One of Krim's final projects was her push for needle exchange programs in the face of mass stigma toward IV-drug users. Amid the 1980s' "war on drugs", Krim's thoughts on sterile needle exchange is reflected in a quote, saying, "It was a brilliant idea. It would work—the drug users would use the clean needles—and it would be inexpensive." Krim worked with the Outside In needle exchange program in Portland, Oregon, in 1989, and funded trials of needle exchange programs in Tacoma, Washington, between 1989–1991. amfAR used the results of these studies, as well as a study in New Haven, Connecticut, to compile a report with the National Academy of Science which concluded that syringe exchange programs were safe and effective. Before stepping down, Krim saw the international surge of amfAR, with the creation of initiatives such as TREAT Asia, and in 2004 the TREAT Asia HIV Observational Database.
In 2005, Krim stepped down as founding chair. According to amfAR, she served as CEO from 1990 through 2004, and is described as the "heart and soul" of the organization. Charles Kaiser described Krim as "determined to prevent America from using AIDS to stigmatize homosexuals" in his book The Gay Metropolis: The Landmark History of Gay Life in America. She was widely viewed as someone who fought on the front lines against prejudices against many people with AIDS. Apart from aiding research for life saving drugs, Krim was equally a proponent of reshaping public opinion, as noted by The New York Times tributes to her and those who interacted with her.

amfAR after Krim

The year after Krim stepped down in 2004, the CDC reported that 1,000,000 Americans were living with HIV/AIDS. In an effort to reduce the stigma surrounding HIV/AIDS, amfAR's new chairman Kenneth Cole led amfAR to partner with Viacom Inc. and the Kaiser Family Foundation to launch an initiative called KNOW HIV/AIDS. This program funded an AIDS awareness campaign titled, "We All Have AIDS", which marked a more controversial tone in amfAR's new public strategy. In line with the launching of program initiatives, amfAR under Cole launched the TREAT Asia pediatric network and the MSM initiative, which was a global effort to help educate, treat and prevent HIV/AIDS in men who have sex with men.

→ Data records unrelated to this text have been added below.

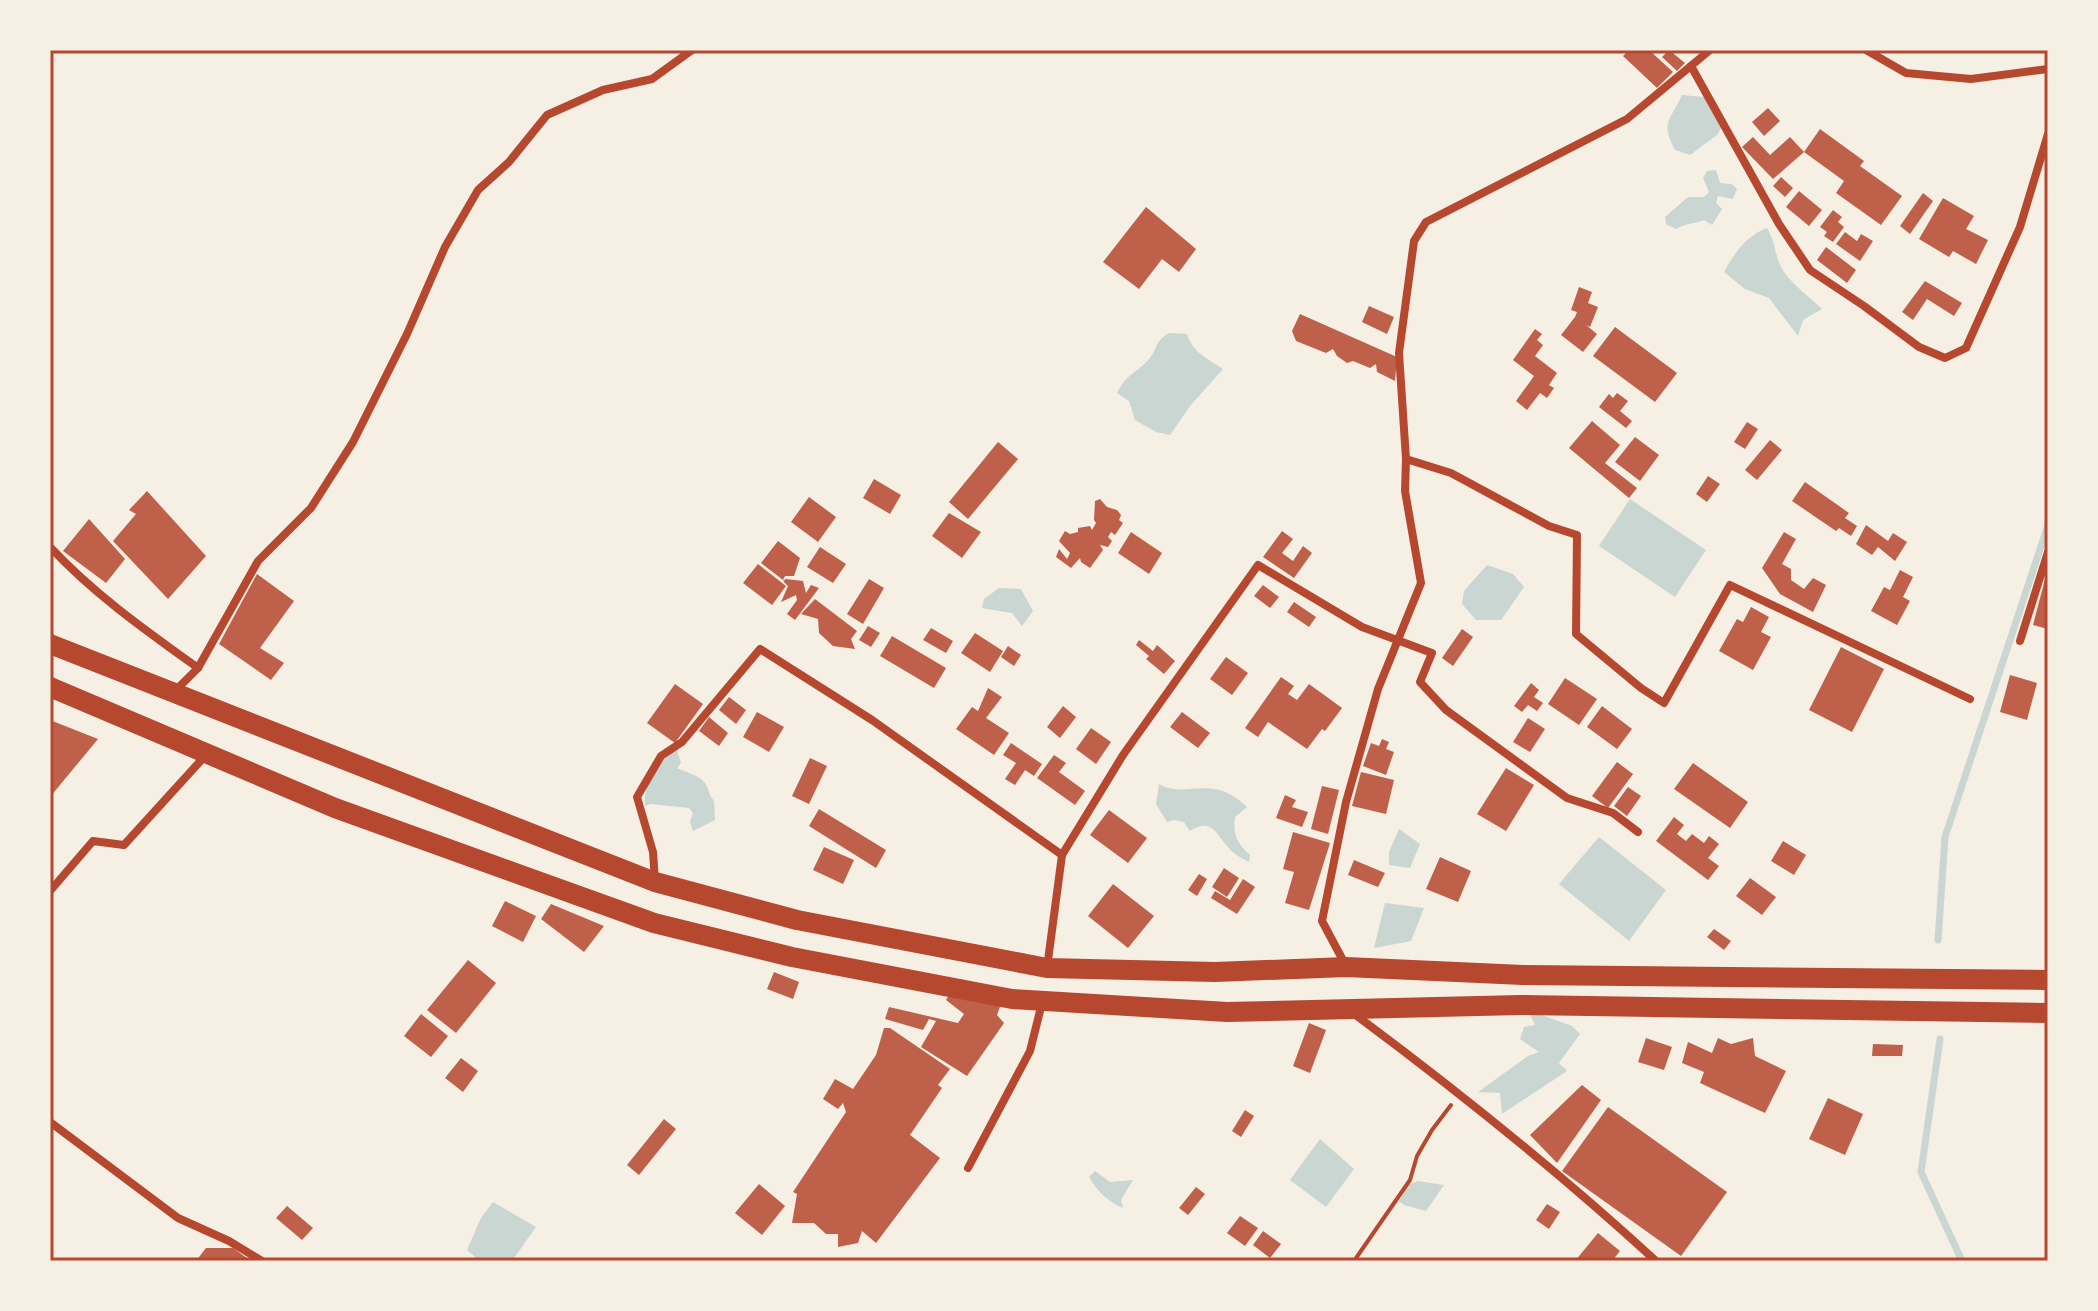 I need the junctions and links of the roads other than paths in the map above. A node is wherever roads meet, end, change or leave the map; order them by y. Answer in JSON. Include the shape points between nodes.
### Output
{"nodes":[{"id":1,"x":692,"y":50,"type":"edge"},
{"id":2,"x":1710,"y":50,"type":"edge"},
{"id":3,"x":1866,"y":50,"type":"edge"},
{"id":4,"x":1691,"y":66,"type":"junction"},
{"id":5,"x":2048,"y":69,"type":"edge"},
{"id":6,"x":2048,"y":134,"type":"edge"},
{"id":7,"x":1406,"y":459,"type":"junction"},
{"id":8,"x":50,"y":547,"type":"edge"},
{"id":9,"x":2048,"y":552,"type":"edge"},
{"id":10,"x":2020,"y":641,"type":"dead end"},
{"id":11,"x":1397,"y":642,"type":"junction"},
{"id":12,"x":50,"y":644,"type":"edge"},
{"id":13,"x":198,"y":668,"type":"junction"},
{"id":14,"x":50,"y":687,"type":"edge"},
{"id":15,"x":173,"y":694,"type":"junction"},
{"id":16,"x":1970,"y":699,"type":"dead end"},
{"id":17,"x":208,"y":753,"type":"junction"},
{"id":18,"x":1638,"y":832,"type":"dead end"},
{"id":19,"x":1062,"y":855,"type":"junction"},
{"id":20,"x":655,"y":882,"type":"junction"},
{"id":21,"x":50,"y":891,"type":"edge"},
{"id":22,"x":1346,"y":967,"type":"junction"},
{"id":23,"x":1047,"y":968,"type":"junction"},
{"id":24,"x":2048,"y":980,"type":"edge"},
{"id":25,"x":1042,"y":1003,"type":"junction"},
{"id":26,"x":1350,"y":1011,"type":"junction"},
{"id":27,"x":2048,"y":1013,"type":"edge"},
{"id":28,"x":50,"y":1122,"type":"edge"},
{"id":29,"x":968,"y":1168,"type":"dead end"},
{"id":30,"x":262,"y":1261,"type":"edge"},
{"id":31,"x":1656,"y":1261,"type":"edge"}],
"edges":[{"from":1,"to":13,"type":"street","via":[[652,79],[603,90],[547,115],[478,190],[445,247],[353,442],[311,508],[258,561]]},
{"from":2,"to":4,"type":"street"},
{"from":3,"to":5,"type":"street","via":[[1906,73],[1971,79]]},
{"from":4,"to":6,"type":"street","via":[[1810,270],[1919,347],[1945,358],[1966,348],[2020,227]]},
{"from":4,"to":7,"type":"street","via":[[1627,119],[1426,222],[1414,241],[1399,353]]},
{"from":7,"to":11,"type":"street","via":[[1405,491],[1421,583]]},
{"from":7,"to":16,"type":"street","via":[[1451,473],[1549,526],[1577,535],[1576,634],[1664,703],[1730,585]]},
{"from":8,"to":13,"type":"street","via":[[79,578]]},
{"from":9,"to":10,"type":"street"},
{"from":11,"to":18,"type":"street","via":[[1432,653],[1420,682],[1446,710],[1567,798],[1613,813]]},
{"from":11,"to":19,"type":"street","via":[[1258,565],[1123,755]]},
{"from":11,"to":22,"type":"street","via":[[1346,802],[1322,921]]},
{"from":12,"to":15,"type":"highway"},
{"from":13,"to":15,"type":"street"},
{"from":14,"to":17,"type":"highway"},
{"from":15,"to":20,"type":"highway"},
{"from":17,"to":21,"type":"street","via":[[124,845],[93,841]]},
{"from":17,"to":25,"type":"highway","via":[[335,808],[654,923],[792,957]]},
{"from":19,"to":20,"type":"street","via":[[872,720],[760,649],[682,742],[661,756],[637,797],[653,852]]},
{"from":19,"to":23,"type":"street"},
{"from":20,"to":23,"type":"highway","via":[[797,920]]},
{"from":22,"to":23,"type":"highway","via":[[1215,972]]},
{"from":22,"to":24,"type":"highway","via":[[1523,975]]},
{"from":25,"to":26,"type":"highway","via":[[1227,1012]]},
{"from":25,"to":29,"type":"street","via":[[1030,1051]]},
{"from":26,"to":27,"type":"highway","via":[[1520,1005]]},
{"from":26,"to":31,"type":"street","via":[[1532,1154]]},
{"from":28,"to":30,"type":"street","via":[[178,1218]]}]}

In honor of its founding chair, amfAR launched the Mathilde Krim Fellowship in Basic Biomedical Research in 2008. The goal of this fellowship is to spur young and independent research groups who are actively searching for HIV/AIDS medical advancements. This grant has spurred discoveries such as the first recorded birth of new HIV virus particles by Dr. Nolwenn Jouvenet, as well as other developments at the pinnacle of HIV research. Other recipients of the Mathilde Krim Fellowship such as Bing Chen and Rosa Cardoso have made discoveries that have been central to the modern understanding of the HIV virus.
After Cole stepped down as chairman due to a fraud investigation surrounding money diversion, he was replaced by William H. Roedy. The current CEO Kevin Robert Frost joined amfAR in 1994 and became CEO in 2004. The CEO leads 8 members of the Management Team, 25 Board of Trustees members and over 100 advisors to both their scientific and political platforms.